Gorgon died off in the Permo-Triassic extinction event 250 million years ago. Everyone knows about the Cretaceous-Paleogene extinction that ended the rule of the dinosaurs, but the Permo-Triassic extinction was even worse. More than 95% of all marine animals died out, and some 70% of land animals. Even a lot of insects went extinct, and some evidence suggests that a lot of plants went extinct too. Scientists don’t know what caused the extinctions, but it might have been a meteor strike like the one generally accepted to have caused the Cretaceous-Paleogene event. Whatever happened, it hit marine life hard because the oceans became extremely acidic due to increased CO2 levels in the air and the increased temperature at the ocean’s surface in many areas—104o F or 40o C. It took millions of years for the oceans to recover.

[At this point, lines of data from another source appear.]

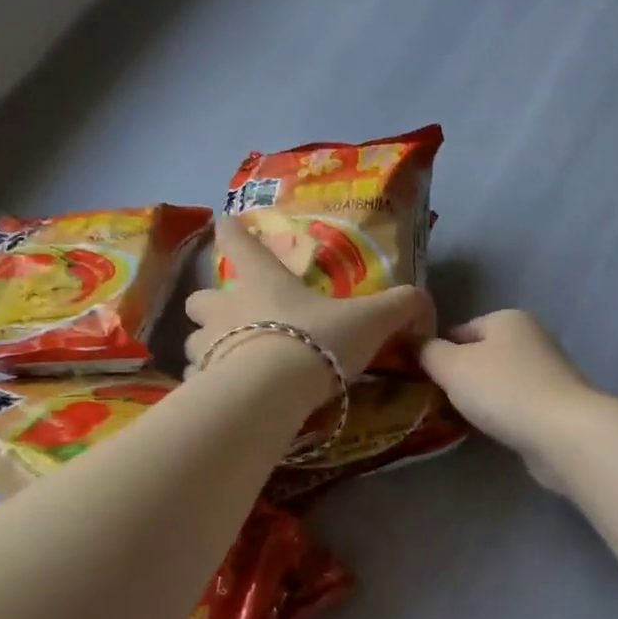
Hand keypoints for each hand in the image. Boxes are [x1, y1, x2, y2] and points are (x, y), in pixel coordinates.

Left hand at [185, 217, 434, 385]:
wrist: (274, 391)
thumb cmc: (318, 340)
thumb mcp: (371, 320)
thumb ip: (401, 306)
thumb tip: (425, 304)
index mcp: (264, 282)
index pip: (239, 243)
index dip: (232, 231)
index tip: (224, 220)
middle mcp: (226, 308)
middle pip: (200, 298)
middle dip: (209, 305)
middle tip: (231, 317)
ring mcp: (206, 346)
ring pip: (192, 340)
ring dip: (207, 347)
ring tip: (229, 362)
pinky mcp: (200, 384)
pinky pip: (197, 380)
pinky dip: (209, 385)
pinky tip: (228, 398)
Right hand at [419, 311, 598, 490]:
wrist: (563, 433)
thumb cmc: (503, 390)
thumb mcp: (452, 366)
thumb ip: (427, 352)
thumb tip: (413, 344)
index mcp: (507, 318)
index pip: (459, 330)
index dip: (436, 353)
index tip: (420, 380)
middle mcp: (531, 337)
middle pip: (480, 355)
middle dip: (459, 378)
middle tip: (435, 402)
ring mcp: (547, 371)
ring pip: (498, 381)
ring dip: (479, 399)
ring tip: (459, 420)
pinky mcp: (556, 403)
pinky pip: (515, 404)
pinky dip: (501, 414)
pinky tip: (489, 431)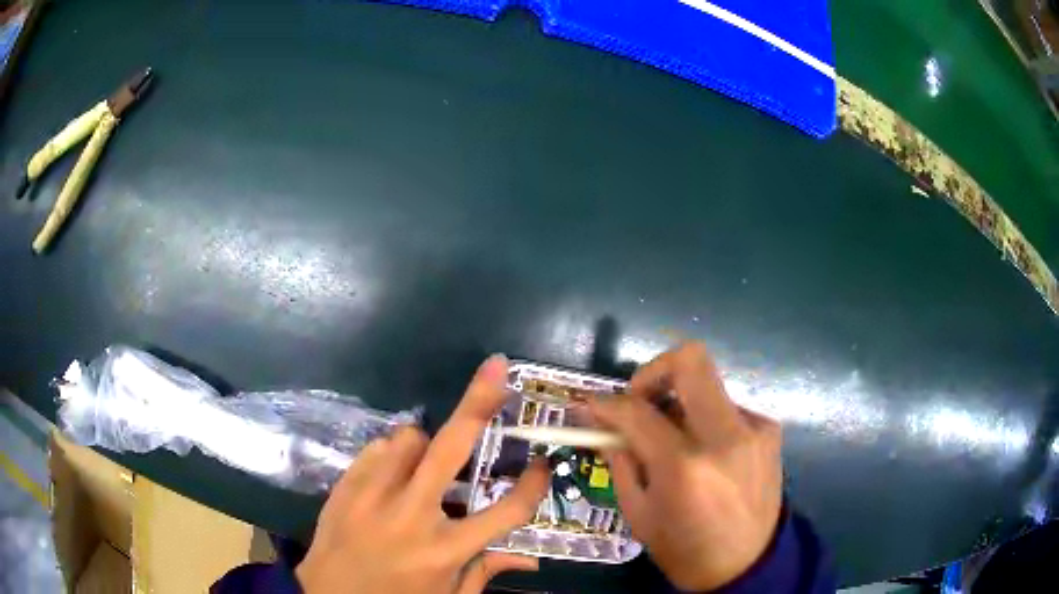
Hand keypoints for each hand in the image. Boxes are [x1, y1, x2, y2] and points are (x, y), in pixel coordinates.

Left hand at [296, 355, 549, 593]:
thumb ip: (486, 572)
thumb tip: (529, 558)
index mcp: (445, 550)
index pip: (504, 512)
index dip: (532, 486)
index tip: (544, 464)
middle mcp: (411, 516)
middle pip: (451, 449)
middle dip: (478, 403)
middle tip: (497, 369)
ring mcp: (372, 496)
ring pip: (408, 439)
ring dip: (425, 447)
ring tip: (422, 471)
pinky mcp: (346, 486)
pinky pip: (377, 448)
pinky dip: (392, 456)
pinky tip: (391, 478)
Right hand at [588, 343, 782, 590]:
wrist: (747, 566)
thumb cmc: (684, 549)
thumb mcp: (638, 512)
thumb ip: (620, 459)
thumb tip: (601, 421)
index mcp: (685, 466)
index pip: (637, 411)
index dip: (606, 403)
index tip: (590, 405)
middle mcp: (725, 435)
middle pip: (690, 361)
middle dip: (653, 371)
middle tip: (637, 400)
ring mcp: (754, 428)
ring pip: (708, 385)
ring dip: (680, 403)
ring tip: (672, 440)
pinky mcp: (770, 430)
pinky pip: (726, 408)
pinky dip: (705, 421)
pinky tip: (703, 453)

So far all the animals in this episode are extinct. While a lot of living animals have fangs of one kind or another, there don’t seem to be any that use their fangs the way saber-toothed cats did. But I don’t want to leave you after saying, “Yeah, something happened and everything DIED,” so I’ll finish up by talking about the sabertooth fish, of the family Evermannellidae. It’s alive and it’s wonderfully creepy.

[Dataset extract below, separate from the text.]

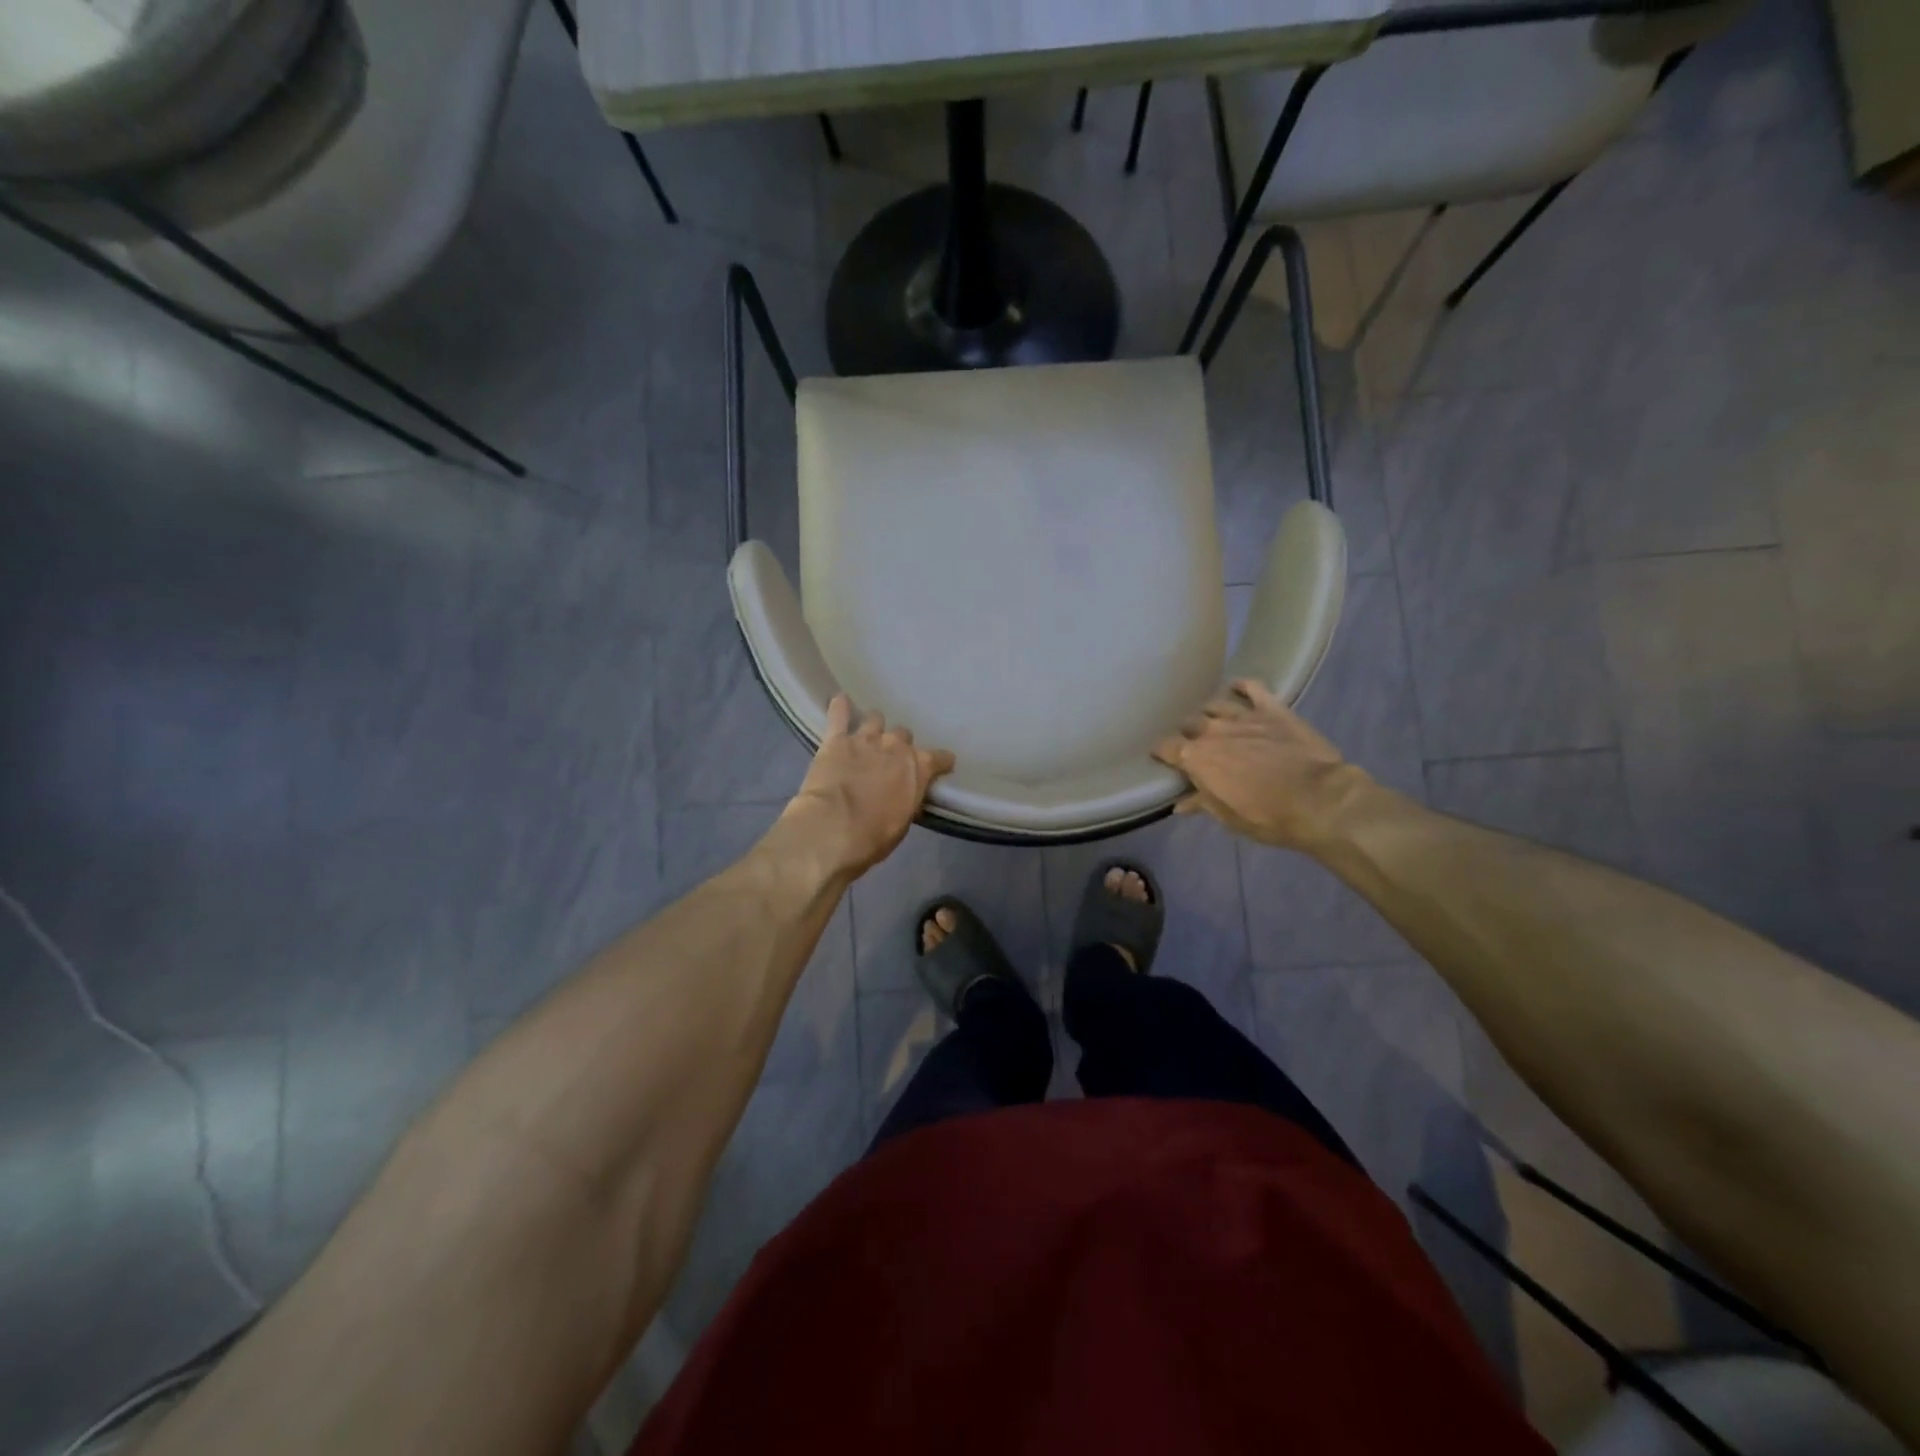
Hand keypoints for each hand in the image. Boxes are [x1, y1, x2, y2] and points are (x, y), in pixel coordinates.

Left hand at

The sabertooth fish lives in the depths of tropical and subtropical waters. It has tubular eyes that point upwards so it can see its prey, mostly squid, silhouetted against the far-off surface. It’s grayish-brown in color with a greenish iridescence. Its fins are brown. It has smooth skin without scales and a big mouth that can open extremely wide, which is good because the sabertooth fish can swallow prey that’s actually bigger than it is. Its stomach distends to hold whatever can fit down its gullet. This sounds terrifying, especially when you look at its teeth, but keep in mind that it’s only about seven inches long, or 18 cm. It has two pairs of curved fangs, one in the upper jaw, one in the lower, with smaller teeth in the back of its mouth. If you’ve ever tried to catch a living squid with just your mouth—and I really hope you have not—you’ll probably have noticed that it’s hard to keep the squid from slithering away. Wouldn’t some saber teeth help with that? The sabertooth fish thinks so.